Luís Martins (jornalista)

-         Maysa, conheci você e conversamos pela primeira e única vez num programa de TV Almoço Com as Estrelas. Achei-a extremamente simpática e comunicativa. A impressão que eu tinha, lendo jornais e revistas, era a de uma criatura amarga, e por vezes, agressiva. Em sua opinião, qual a sua verdadeira personalidade? Como você mesma se vê?
-         Com gente como você, Luís, que foi tão amável e carinhoso, eu não posso ser amargurada. Naquele programa em que conversamos todo o tempo, acho que, mesmo se estivesse na fossa, você teria me ajudado a supera-la. Essa criatura amarga e agressiva também tem seus momentos de carinho. Quando você me dá carinho, eu não posso responder com uma agressão. Maysa é amarga, agressiva nos momentos próprios – que são a maioria no tempo em que vivemos – gosta de receber e sabe dar muito carinho também.
-         Com a experiência de dois mundos totalmente diferentes – alta sociedade e o artístico – me esclareça: O último não lhe parece, às vezes, uma feira de vaidades tão frívolas e vazias quanto o outro?
-         Você tem toda a razão Luís.
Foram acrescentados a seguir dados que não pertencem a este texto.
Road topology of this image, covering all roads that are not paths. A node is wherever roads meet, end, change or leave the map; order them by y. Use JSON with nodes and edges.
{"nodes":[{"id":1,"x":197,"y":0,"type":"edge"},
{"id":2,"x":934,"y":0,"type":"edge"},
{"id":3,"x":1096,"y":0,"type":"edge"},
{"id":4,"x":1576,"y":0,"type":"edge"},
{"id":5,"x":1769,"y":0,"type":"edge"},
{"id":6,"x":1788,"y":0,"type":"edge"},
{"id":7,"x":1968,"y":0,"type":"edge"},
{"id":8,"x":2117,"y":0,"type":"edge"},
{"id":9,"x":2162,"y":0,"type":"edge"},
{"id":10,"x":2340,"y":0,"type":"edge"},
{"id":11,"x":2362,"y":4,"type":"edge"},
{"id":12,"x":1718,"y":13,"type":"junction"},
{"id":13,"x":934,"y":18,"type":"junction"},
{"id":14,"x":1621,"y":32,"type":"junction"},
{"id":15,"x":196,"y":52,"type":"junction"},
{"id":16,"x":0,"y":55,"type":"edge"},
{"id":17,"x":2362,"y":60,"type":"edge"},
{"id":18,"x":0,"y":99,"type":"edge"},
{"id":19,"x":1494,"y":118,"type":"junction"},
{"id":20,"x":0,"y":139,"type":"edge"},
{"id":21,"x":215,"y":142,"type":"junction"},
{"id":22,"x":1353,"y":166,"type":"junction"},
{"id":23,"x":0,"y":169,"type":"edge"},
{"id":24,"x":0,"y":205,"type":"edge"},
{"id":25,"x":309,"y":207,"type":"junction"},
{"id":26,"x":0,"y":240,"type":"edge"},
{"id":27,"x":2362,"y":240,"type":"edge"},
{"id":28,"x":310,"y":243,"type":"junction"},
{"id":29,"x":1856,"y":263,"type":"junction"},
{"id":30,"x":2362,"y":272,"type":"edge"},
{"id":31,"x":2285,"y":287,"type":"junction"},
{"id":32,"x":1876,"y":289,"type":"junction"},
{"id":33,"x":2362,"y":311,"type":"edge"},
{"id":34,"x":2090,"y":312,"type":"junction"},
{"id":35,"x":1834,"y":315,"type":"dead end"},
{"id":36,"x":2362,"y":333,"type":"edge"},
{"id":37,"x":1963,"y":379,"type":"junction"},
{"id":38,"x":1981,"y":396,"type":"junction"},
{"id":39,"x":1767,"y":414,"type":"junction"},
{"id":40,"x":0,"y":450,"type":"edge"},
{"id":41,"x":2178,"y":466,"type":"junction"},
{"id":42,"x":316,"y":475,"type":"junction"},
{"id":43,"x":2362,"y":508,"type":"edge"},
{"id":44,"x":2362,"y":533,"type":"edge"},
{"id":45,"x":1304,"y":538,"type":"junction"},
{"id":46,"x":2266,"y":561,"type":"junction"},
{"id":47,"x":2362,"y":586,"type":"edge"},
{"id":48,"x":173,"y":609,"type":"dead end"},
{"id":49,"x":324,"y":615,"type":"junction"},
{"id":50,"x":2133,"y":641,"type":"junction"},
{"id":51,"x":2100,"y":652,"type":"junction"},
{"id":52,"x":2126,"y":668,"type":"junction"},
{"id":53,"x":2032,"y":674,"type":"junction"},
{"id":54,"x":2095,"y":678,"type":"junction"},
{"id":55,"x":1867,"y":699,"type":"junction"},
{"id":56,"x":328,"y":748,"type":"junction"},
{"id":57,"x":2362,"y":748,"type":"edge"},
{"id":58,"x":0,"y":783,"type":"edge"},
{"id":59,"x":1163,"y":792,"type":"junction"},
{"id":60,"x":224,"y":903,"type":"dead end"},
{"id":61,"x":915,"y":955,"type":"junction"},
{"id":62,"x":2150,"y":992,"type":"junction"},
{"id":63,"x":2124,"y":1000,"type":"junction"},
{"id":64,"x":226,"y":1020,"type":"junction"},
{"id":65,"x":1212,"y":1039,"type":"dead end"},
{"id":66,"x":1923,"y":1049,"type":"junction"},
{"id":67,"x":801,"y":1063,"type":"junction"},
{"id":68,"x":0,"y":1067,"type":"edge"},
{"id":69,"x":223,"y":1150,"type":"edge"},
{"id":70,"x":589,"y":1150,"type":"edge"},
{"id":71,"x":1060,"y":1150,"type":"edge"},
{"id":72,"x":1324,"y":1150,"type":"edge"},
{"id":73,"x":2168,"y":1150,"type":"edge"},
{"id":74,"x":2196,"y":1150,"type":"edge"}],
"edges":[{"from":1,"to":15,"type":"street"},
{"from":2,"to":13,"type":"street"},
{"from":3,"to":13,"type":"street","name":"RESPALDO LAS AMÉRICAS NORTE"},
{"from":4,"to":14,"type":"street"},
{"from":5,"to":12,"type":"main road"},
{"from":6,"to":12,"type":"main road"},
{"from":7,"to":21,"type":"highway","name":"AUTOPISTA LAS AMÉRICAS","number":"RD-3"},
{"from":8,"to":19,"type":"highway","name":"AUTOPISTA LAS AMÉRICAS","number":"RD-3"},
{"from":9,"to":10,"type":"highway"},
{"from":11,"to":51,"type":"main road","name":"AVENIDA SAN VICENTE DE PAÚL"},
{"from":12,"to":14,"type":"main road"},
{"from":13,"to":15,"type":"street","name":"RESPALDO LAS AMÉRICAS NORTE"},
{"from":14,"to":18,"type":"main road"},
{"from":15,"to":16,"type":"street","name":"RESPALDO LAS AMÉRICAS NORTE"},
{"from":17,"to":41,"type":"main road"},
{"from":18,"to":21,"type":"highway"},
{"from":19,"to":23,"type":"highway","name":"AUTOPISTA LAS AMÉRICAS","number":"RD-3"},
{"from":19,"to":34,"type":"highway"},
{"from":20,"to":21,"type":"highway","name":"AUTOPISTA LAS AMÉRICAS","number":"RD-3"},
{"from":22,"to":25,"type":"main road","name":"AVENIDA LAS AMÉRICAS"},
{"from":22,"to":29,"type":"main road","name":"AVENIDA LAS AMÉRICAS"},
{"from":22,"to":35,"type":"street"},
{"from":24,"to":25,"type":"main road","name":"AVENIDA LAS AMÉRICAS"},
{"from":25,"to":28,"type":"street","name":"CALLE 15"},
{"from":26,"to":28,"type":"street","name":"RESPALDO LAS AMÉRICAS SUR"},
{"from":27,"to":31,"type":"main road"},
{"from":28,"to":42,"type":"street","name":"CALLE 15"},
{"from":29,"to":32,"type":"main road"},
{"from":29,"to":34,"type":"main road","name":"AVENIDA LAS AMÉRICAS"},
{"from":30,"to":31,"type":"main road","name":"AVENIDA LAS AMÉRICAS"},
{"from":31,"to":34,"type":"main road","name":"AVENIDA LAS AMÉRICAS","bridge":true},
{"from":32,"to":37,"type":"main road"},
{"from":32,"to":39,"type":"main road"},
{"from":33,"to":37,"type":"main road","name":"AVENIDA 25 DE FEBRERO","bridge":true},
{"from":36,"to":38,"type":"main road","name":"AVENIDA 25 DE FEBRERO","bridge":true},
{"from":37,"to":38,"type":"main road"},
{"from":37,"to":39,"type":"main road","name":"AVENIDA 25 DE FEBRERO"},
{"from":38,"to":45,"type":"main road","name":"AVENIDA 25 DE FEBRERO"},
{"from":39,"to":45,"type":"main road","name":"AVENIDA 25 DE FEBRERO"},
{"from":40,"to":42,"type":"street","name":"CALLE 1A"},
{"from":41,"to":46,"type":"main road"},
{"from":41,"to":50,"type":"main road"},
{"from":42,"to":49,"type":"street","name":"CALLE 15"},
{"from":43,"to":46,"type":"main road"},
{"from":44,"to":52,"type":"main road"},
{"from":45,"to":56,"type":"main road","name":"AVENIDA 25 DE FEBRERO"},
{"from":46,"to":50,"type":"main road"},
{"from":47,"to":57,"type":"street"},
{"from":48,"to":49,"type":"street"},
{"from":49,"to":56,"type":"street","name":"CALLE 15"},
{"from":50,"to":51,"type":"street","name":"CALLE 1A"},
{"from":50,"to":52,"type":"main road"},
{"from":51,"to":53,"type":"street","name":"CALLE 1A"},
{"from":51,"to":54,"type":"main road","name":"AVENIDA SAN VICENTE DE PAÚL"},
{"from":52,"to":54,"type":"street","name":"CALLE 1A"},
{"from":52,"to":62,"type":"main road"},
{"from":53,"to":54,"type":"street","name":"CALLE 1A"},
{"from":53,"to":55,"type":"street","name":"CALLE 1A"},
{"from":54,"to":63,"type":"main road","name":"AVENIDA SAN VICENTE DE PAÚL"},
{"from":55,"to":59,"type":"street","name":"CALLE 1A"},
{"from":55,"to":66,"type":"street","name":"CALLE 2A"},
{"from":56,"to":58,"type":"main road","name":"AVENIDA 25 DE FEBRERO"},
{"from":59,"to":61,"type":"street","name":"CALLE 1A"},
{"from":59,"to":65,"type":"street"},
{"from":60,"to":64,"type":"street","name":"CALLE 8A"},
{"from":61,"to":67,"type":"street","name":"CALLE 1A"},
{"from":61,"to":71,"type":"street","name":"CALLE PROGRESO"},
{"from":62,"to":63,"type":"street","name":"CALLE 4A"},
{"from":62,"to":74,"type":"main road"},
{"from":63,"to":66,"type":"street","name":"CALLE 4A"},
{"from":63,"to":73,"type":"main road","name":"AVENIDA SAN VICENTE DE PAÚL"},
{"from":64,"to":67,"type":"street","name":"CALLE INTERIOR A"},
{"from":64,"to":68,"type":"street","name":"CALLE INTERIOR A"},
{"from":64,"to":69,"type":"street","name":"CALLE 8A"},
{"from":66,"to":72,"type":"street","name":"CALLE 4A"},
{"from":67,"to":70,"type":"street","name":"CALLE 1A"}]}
É por isso que optei por uma coisa mais cômoda – talvez mais covarde – que é o meu mundo pessoal. É mais cômodo ficar dentro da minha casa, lendo meus livros, fazendo o que eu quero, dialogando com o meu marido e com os poucos amigos que tenho. Olha, nem o mundo da sociedade nem o artístico me interessam. Talvez até pare com tudo dentro de dois anos.

Antônio Marcos (cantor)

-         Maysa, você segue rigorosamente os critérios do diretor artístico da sua gravadora quando faz um disco?
-         Olha, condição sine qua non nos meus contratos é que ele me de plena e total liberdade para fazer o que acho certo. Ninguém melhor do que eu pode saber o que tenho vontade de cantar e o que não tenho. Olha, isso é exatamente o que você tem de fazer, Antônio. Libertar-se. Sinto que você está perdido, fazendo mil perguntas, procurando cantar só essas musiquinhas de parada de sucesso. Já observei você muitas vezes na TV e noto uma incrível angústia. Parece que você quer falar alguma coisa que não pode e outras mais. Você tem que ter coragem e deixar de ser um cantor fabricado, partindo para a sua verdade. Condições para se recuperar você tem. Ainda me lembro bem de um festival da Record, quando cantou uma música que chegou a me arrepiar. Sua voz, aquele dia, estava uma coisa muito séria. Parece que você se esqueceu desse Antônio Marcos industrializado que é.
-         Na realidade, poucos artistas brasileiros conseguiram fazer sucesso lá fora. Você viajou muito. Qual o brasileiro de sucesso no exterior?
-         Até agora, Carmen Miranda e Sérgio Mendes. Só. Para uma pequena elite de países onde foram, incluo Elis Regina e Chico Buarque de Holanda. Elis, onde esteve, é conhecida como a grande cantora que realmente é. Eu, em Portugal, sou conhecida como aqui. João Gilberto teve tudo nas mãos para se tornar um deus nos Estados Unidos, mas foi muito displicente. Agora, para o grande público, de brasileiro só existem os dois primeiros mesmos.

Maysa, a famosa cantora no Paredão desta semana, volta a ser uma das grandes atrações da noite carioca.